BRIEF DESCRIPTION OF THE DRAWINGS
[008] The accompanying drawings, which are incorporated in and constitute a part of this disclosure, illustrate exemplary embodiments and, together with the description, serve to explain the disclosed principles.
[009] FIG. 1 illustrates a perspective side view of a system for generating power, in accordance with an embodiment of the present disclosure.
[010] FIG. 2 illustrates a perspective rear view of the system of FIG. 1, in accordance with an embodiment of the present disclosure.
[011] FIG. 3 illustrates an exploded perspective view of a flywheel and a braking mechanism of the system of FIG. 1, in accordance with an embodiment of the present disclosure.
[012] FIG. 4 illustrates an exploded perspective view of assembly of a gearbox and an alternator of the system of FIG. 1, in accordance with an embodiment of the present disclosure.
[013] FIG. 5 illustrates a perspective front view of the system of FIG. 1, in accordance with an embodiment of the present disclosure.
[014] FIG. 6 illustrates a cross-sectional view of the front view of the system of FIG. 5, in accordance with an embodiment of the present disclosure.
[015] FIG. 7 illustrates a side view of the system of FIG. 1, in accordance with an embodiment of the present disclosure.

DETAILED DESCRIPTION
[016] Exemplary embodiments are described with reference to the accompanying drawings. Wherever convenient, the same reference numbers are used throughout the drawings to refer to the same or like parts. While examples and features of disclosed principles are described herein, modifications, adaptations, and other implementations are possible without departing from the spirit and scope of the disclosed embodiments. It is intended that the following detailed description be considered as exemplary only, with the true scope and spirit being indicated by the following claims.

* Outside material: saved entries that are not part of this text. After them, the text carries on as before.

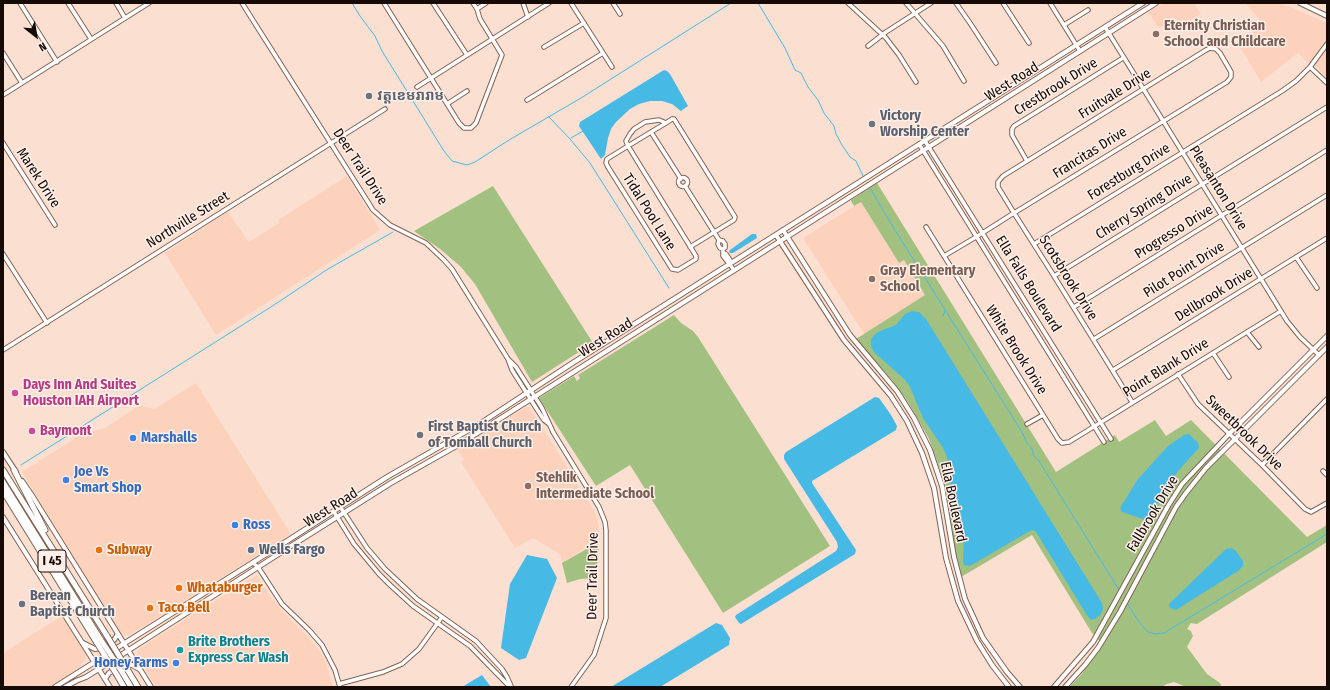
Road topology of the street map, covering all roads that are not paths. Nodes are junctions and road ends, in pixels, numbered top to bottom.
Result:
1 (20, 3) edge
2 (68, 3) edge
3 (116, 3) edge
4 (149, 3) edge
5 (242, 3) edge
6 (384, 3) edge
7 (433, 3) edge
8 (473, 3) edge
9 (486, 3) edge
10 (523, 3) edge
11 (549, 3) edge
12 (571, 3) edge
13 (613, 3) edge
14 (848, 3) edge
15 (906, 3) edge
16 (931, 3) edge
17 (956, 3) edge
18 (1003, 3) edge
19 (1050, 3) edge
20 (1143, 3) edge
21 (1156, 3) edge
22 (1300, 3) edge
23 (1148, 5) edge
24 (477, 9) junction
25 (1088, 10) dead end
26 (915, 13) junction
27 (620, 14) dead end
28 (1327, 16) edge
29 (528, 17) junction
30 (125, 18) junction
31 (584, 23) junction
32 (1064, 25) junction
33 (1105, 27) junction
34 (1109, 33) junction
35 (882, 34) junction
36 (493, 39) junction
37 (91, 40) junction
38 (1029, 43) dead end
39 (1076, 44) junction
40 (1327, 44) edge
41 (868, 46) dead end
42 (544, 47) dead end
43 (1080, 51) junction
44 (3, 53) edge
45 (603, 53) junction
46 (467, 55) junction
47 (1123, 58) junction
48 (1225, 61) joint
49 (57, 62) junction
50 (996, 63) dead end
51 (612, 67) dead end
52 (1310, 67) junction
53 (431, 78) junction
54 (964, 81) dead end
55 (1018, 81) junction
56 (916, 82) dead end
57 (22, 83) junction
58 (1327, 83) edge
59 (417, 87) dead end
60 (1022, 88) junction
61 (1143, 89) junction
62 (466, 91) dead end
63 (3, 95) edge
64 (527, 100) dead end
65 (447, 104) junction
66 (1327, 107) edge
67 (385, 109) dead end
68 (975, 109) junction
69 (980, 115) junction
70 (1164, 121) junction
71 (666, 123) junction
72 (651, 132) junction
73 (925, 141) junction
74 (3, 143) edge
75 (331, 143) junction
76 (919, 144) junction
77 (628, 146) junction
78 (929, 147) junction
79 (1327, 150) edge
80 (923, 151) junction
81 (1183, 152) junction
82 (1027, 161) junction
83 (1014, 169) joint
84 (681, 179) junction
85 (1203, 184) junction
86 (685, 186) junction
87 (1327, 195) edge
88 (1014, 213) junction
89 (1222, 215) junction
90 (55, 225) dead end
91 (926, 227) dead end
92 (783, 230) junction
93 (714, 232) junction
94 (983, 233) junction
95 (776, 235) junction
96 (787, 237) junction
97 (976, 237) junction
98 (1327, 238) edge
99 (780, 241) junction
100 (1034, 244) junction
101 (690, 247) junction
102 (1242, 248) junction
103 (3, 254) edge
104 (944, 256) junction
105 (1296, 257) junction
106 (730, 263) junction
107 (734, 270) junction
108 (1054, 276) junction
109 (1261, 279) junction
110 (1317, 288) dead end
111 (688, 290) junction
112 (821, 292) junction
113 (692, 296) junction
114 (815, 296) junction
115 (1027, 303) junction
116 (1020, 307) junction
117 (1074, 307) junction
118 (1281, 311) junction
119 (651, 314) junction
120 (654, 320) junction
121 (46, 323) junction
122 (1247, 332) junction
123 (850, 336) junction
124 (1327, 336) edge
125 (1094, 339) junction
126 (845, 341) junction
127 (1259, 347) dead end
128 (1327, 347) edge
129 (3, 350) edge
130 (1313, 350) junction
131 (1213, 353) junction
132 (1319, 355) junction
133 (508, 359) junction
134 (1061, 359) junction
135 (1055, 363) junction
136 (569, 365) junction
137 (1113, 370) junction
138 (574, 371) junction
139 (1178, 374) junction
140 (1229, 377) dead end
141 (530, 389) junction
142 (526, 393) junction
143 (534, 396) junction
144 (1266, 397) junction
145 (530, 399) junction
146 (1327, 399) edge
147 (1132, 402) junction
148 (1272, 402) junction
149 (1043, 415) junction
150 (1100, 422) junction
151 (481, 423) junction
152 (549, 424) junction
153 (1027, 424) dead end
154 (1094, 426) junction
155 (484, 428) junction
156 (1230, 433) junction
157 (924, 437) junction
158 (1111, 439) dead end
159 (1235, 439) junction
160 (916, 440) junction
161 (1104, 442) dead end
162 (1062, 443) joint
163 (435, 450) junction
164 (3, 452) edge
165 (437, 456) junction
166 (1262, 465) junction
167 (3, 470) edge
168 (14, 470) junction
169 (1323, 471) dead end
170 (1327, 475) edge
171 (387, 477) junction
172 (3, 482) edge
173 (391, 483) junction
174 (1179, 488) junction
175 (3, 491) edge
176 (1186, 492) junction
177 (5, 497) edge
178 (1327, 503) edge
179 (341, 508) junction
180 (334, 512) junction
181 (344, 513) junction
182 (3, 517) edge
183 (337, 517) junction
184 (253, 563) junction
185 (258, 567) junction
186 (67, 572) junction
187 (957, 572) junction
188 (950, 574) junction
189 (214, 587) junction
190 (218, 593) junction
191 (417, 599) junction
192 (1117, 600) junction
193 (1124, 604) junction
194 (413, 606) junction
195 (179, 609) junction
196 (183, 614) junction
197 (442, 617) junction
198 (437, 623) junction
199 (981, 632) junction
200 (118, 634) junction
201 (974, 636) junction
202 (99, 641) junction
203 (83, 643) junction
204 (124, 644) junction
205 (1088, 649) junction
206 (128, 651) junction
207 (1094, 653) junction
208 (90, 654) junction
209 (95, 662) junction
210 (87, 667) junction
211 (99, 669) junction
212 (141, 671) junction
213 (120, 674) junction
214 (72, 676) junction
215 (105, 679) junction
216 (76, 680) junction
217 (339, 686) edge
218 (54, 687) edge
219 (65, 687) edge
220 (110, 687) edge
221 (124, 687) edge
222 (131, 687) edge
223 (138, 687) edge
224 (152, 687) edge
225 (511, 687) edge
226 (571, 687) edge
227 (1009, 687) edge
228 (1020, 687) edge
229 (1054, 687) edge
230 (1065, 687) edge

1 - 49 street
2 - 37 street
3 - 30 street
4 - 30 street
5 - 75 street, Deer Trail Drive
6 - 53 street
7 - 46 street
8 - 24 street
9 - 24 street
10 - 29 street
11 - 29 street
12 - 31 street
13 - 27 street
14 - 35 street
15 - 26 street
16 - 26 street
17 - 50 street
18 - 38 street
19 - 32 street
20 - 33 main road, West Road
21 - 23 main road, West Road
22 - 28 main road
23 - 34 main road, West Road
24 - 36 street
25 - 32 street
26 - 35 street
26 - 54 street
29 - 36 street
30 - 37 street
31 - 42 street
31 - 45 street
32 - 39 street
33 - 34 street, Pleasanton Drive
33 - 39 main road, West Road
34 - 43 main road, West Road
34 - 47 street, Pleasanton Drive
35 - 41 street
35 - 56 street
36 - 46 street
36 - 65 street
37 - 49 street
39 - 43 street
39 - 55 main road, West Road
40 - 52 street, Forestburg Drive
43 - 60 main road, West Road
44 - 57 street
45 - 51 street
45 - 64 street
46 - 53 street
47 - 61 street, Pleasanton Drive
47 - 82 street, Crestbrook Drive
48 - 61 street, Fruitvale Drive
48 - 70 street, Francitas Drive
49 - 57 street
52 - 58 street
52 - 81 street, Forestburg Drive
53 - 59 street
53 - 65 street
55 - 60 main road
55 - 68 main road, West Road
57 - 63 street
60 - 69 main road, West Road
61 - 70 street, Pleasanton Drive
61 - 82 street, Fruitvale Drive
62 - 65 street
66 - 85 street, Cherry Spring Drive
67 - 75 street, Northville Street
68 - 69 main road
68 - 73 main road, West Road
69 - 78 main road, West Road
70 - 81 street, Pleasanton Drive
70 - 88 street, Francitas Drive
71 - 72 street
71 - 77 street
71 - 93 street
72 - 77 street
72 - 84 street
73 - 76 main road, West Road
73 - 78 street, Ella Falls Boulevard
74 - 90 street, Marek Drive
75 - 121 street, Northville Street
75 - 133 street, Deer Trail Drive
76 - 80 street, Ella Falls Boulevard
76 - 92 main road, West Road
77 - 101 street
77 - 101 street, Tidal Pool Lane
78 - 80 main road, West Road
78 - 94 street, Ella Falls Boulevard
79 - 89 street, Progresso Drive
80 - 96 main road, West Road
80 - 97 street, Ella Falls Boulevard
81 - 85 street, Pleasanton Drive
81 - 100 street, Forestburg Drive
82 - 83 street, Fruitvale Drive
83 - 88 street, Scotsbrook Drive
84 - 86 street
84 - 86 street
85 - 89 street, Pleasanton Drive
85 - 108 street, Cherry Spring Drive
86 - 93 street
87 - 102 street, Pilot Point Drive
88 - 94 street, Francitas Drive
88 - 100 street, Scotsbrook Drive
89 - 102 street, Pleasanton Drive
89 - 117 street, Progresso Drive
91 - 104 street, White Brook Drive
92 - 95 main road, West Road
92 - 96 main road, Ella Boulevard
93 - 101 street
93 - 106 street
94 - 97 street, Francitas Drive
94 - 115 street, Ella Falls Boulevard
95 - 99 main road, Ella Boulevard
95 - 106 main road, West Road
96 - 99 main road, West Road
96 - 112 main road, Ella Boulevard
97 - 104 street, Francitas Drive
97 - 116 street, Ella Falls Boulevard
98 - 105 street, Dellbrook Drive
99 - 107 main road, West Road
99 - 114 main road, Ella Boulevard
100 - 108 street, Scotsbrook Drive
102 - 109 street, Pleasanton Drive
102 - 125 street, Pilot Point Drive
103 - 121 street
104 - 149 street, White Brook Drive
105 - 109 street, Dellbrook Drive
105 - 110 street
106 - 107 street
106 - 111 main road, West Road
107 - 113 main road, West Road
108 - 117 street, Scotsbrook Drive
109 - 118 street, Pleasanton Drive
109 - 137 street, Dellbrook Drive
111 - 113 main road
111 - 119 main road, West Road
112 - 114 main road
112 - 123 main road, Ella Boulevard
113 - 120 main road, West Road
114 - 126 main road, Ella Boulevard
115 - 116 street
115 - 134 street, Ella Falls Boulevard
116 - 135 street, Ella Falls Boulevard
117 - 125 street, Scotsbrook Drive
118 - 122 street, Point Blank Drive
118 - 130 street, Pleasanton Drive
119 - 120 main road
119 - 136 main road, West Road
120 - 138 main road, West Road
121 - 129 street, Northville Street
122 - 127 street
122 - 131 street, Point Blank Drive
123 - 126 main road
123 - 157 main road, Ella Boulevard
124 - 130 main road, Fallbrook Drive
125 - 137 street, Scotsbrook Drive
126 - 160 main road, Ella Boulevard
128 - 132 main road, Fallbrook Drive
130 - 132 street, Pleasanton Drive
130 - 144 main road, Fallbrook Drive
131 - 139 street, Point Blank Drive
131 - 140 street
132 - 148 main road, Fallbrook Drive
133 - 141 street, Deer Trail Drive
133 - 142 street, Deer Trail Drive
134 - 135 street
134 - 150 street, Ella Falls Boulevard
135 - 154 street, Ella Falls Boulevard
136 - 138 main road
136 - 141 main road, West Road
137 - 147 street, Scotsbrook Drive
138 - 143 main road, West Road
139 - 147 street, Point Blank Drive
139 - 156 street, Sweetbrook Drive
141 - 142 main road, West Road
141 - 143 street, Deer Trail Drive
142 - 145 street, Deer Trail Drive
142 - 151 main road, West Road
143 - 145 main road, West Road
143 - 152 street, Deer Trail Drive
144 - 148 main road
144 - 156 main road, Fallbrook Drive
145 - 152 street, Deer Trail Drive
145 - 155 main road, West Road
146 - 166 street
147 - 150 street, Point Blank Drive
148 - 159 main road, Fallbrook Drive
149 - 153 street
149 - 162 street, White Brook Drive
150 - 154 street, Point Blank Drive
150 - 158 street, Ella Falls Boulevard
151 - 155 main road
151 - 163 main road, West Road
152 - 226 street, Deer Trail Drive
154 - 161 street, Ella Falls Boulevard
154 - 162 street, Point Blank Drive
155 - 165 main road, West Road
156 - 159 street, Sweetbrook Drive
156 - 174 main road, Fallbrook Drive
157 - 160 main road
157 - 187 main road, Ella Boulevard
159 - 166 street, Sweetbrook Drive
159 - 176 main road, Fallbrook Drive
160 - 188 main road, Ella Boulevard
163 - 165 main road
163 - 171 main road, West Road
164 - 168 main road
165 - 173 main road, West Road
166 - 178 street, Sweetbrook Drive
167 - 186 highway, I 45
168 - 186 highway
168 - 200 main road
169 - 170 street
171 - 173 main road
171 - 179 main road, West Road
172 - 202 highway, I 45
173 - 181 main road, West Road
174 - 176 main road
174 - 192 main road, Fallbrook Drive
175 - 177 highway, I 45
176 - 193 main road, Fallbrook Drive
177 - 202 highway, I 45
179 - 180 main road, West Road
179 - 181 street
180 - 183 street
180 - 184 main road, West Road
181 - 183 main road, West Road
181 - 191 street
182 - 203 main road
183 - 185 main road, West Road
183 - 194 street
184 - 185 street
184 - 189 main road, West Road
185 - 190 main road, West Road
185 - 217 street
186 - 223 highway, I 45, bridge
187 - 188 main road
187 - 199 main road, Ella Boulevard
188 - 201 main road, Ella Boulevard
189 - 190 main road
189 - 195 main road, West Road
190 - 196 main road, West Road
191 - 194 street
191 - 197 street
192 - 193 main road
192 - 205 main road, Fallbrook Drive
193 - 207 main road, Fallbrook Drive
194 - 198 street
195 - 196 main road
195 - 204 main road, West Road
196 - 206 main road, West Road
197 - 198 street
197 - 225 street
198 - 217 street
198 - 225 street
199 - 201 main road
199 - 228 main road, Ella Boulevard
200 - 203 main road
200 - 204 main road
201 - 227 main road, Ella Boulevard
202 - 213 highway, I 45, bridge
203 - 208 main road
204 - 206 main road
204 - 209 main road, West Road
205 - 207 main road
205 - 229 main road, Fallbrook Drive
206 - 211 main road, West Road
206 - 212 main road
207 - 230 main road, Fallbrook Drive
208 - 209 main road
208 - 210 main road
209 - 210 main road, West Road
209 - 211 main road
210 - 214 main road, West Road
211 - 215 main road
211 - 216 main road, West Road
212 - 215 main road
212 - 224 main road
213 - 221 highway, I 45
213 - 222 highway, I 45
214 - 216 main road
214 - 218 main road, West Road
215 - 220 main road
216 - 219 main road, West Road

Additional illustrative embodiments are listed below.
[017] Referring to FIGs. 1-7, various different views of a system 100 for generating power are illustrated, in accordance with an embodiment of the present disclosure. FIG. 1 illustrates a perspective side view of a system 100 for generating power, in accordance with an embodiment of the present disclosure. FIG. 2 illustrates a perspective rear view 200 of the system 100 of FIG. 1, in accordance with an embodiment of the present disclosure. FIG. 3 illustrates an exploded perspective view 300 of a flywheel 116 and braking mechanism 118 of the system of FIG. 1, in accordance with an embodiment of the present disclosure. FIG. 4 illustrates an exploded perspective view 400 of assembly of gearbox 402 and alternator 406 of the system 100 of FIG. 1, in accordance with an embodiment of the present disclosure. FIG. 5 illustrates a perspective front view 500 of the system 100 of FIG. 1, in accordance with an embodiment of the present disclosure. FIG. 6 illustrates a cross-sectional view of the front view of the system 100 of FIG. 5, in accordance with an embodiment of the present disclosure. FIG. 7 illustrates a side view 700 of the system 100 of FIG. 1, in accordance with an embodiment of the present disclosure. For example, the system 100 may generate mechanical power which may be later converted into electrical power.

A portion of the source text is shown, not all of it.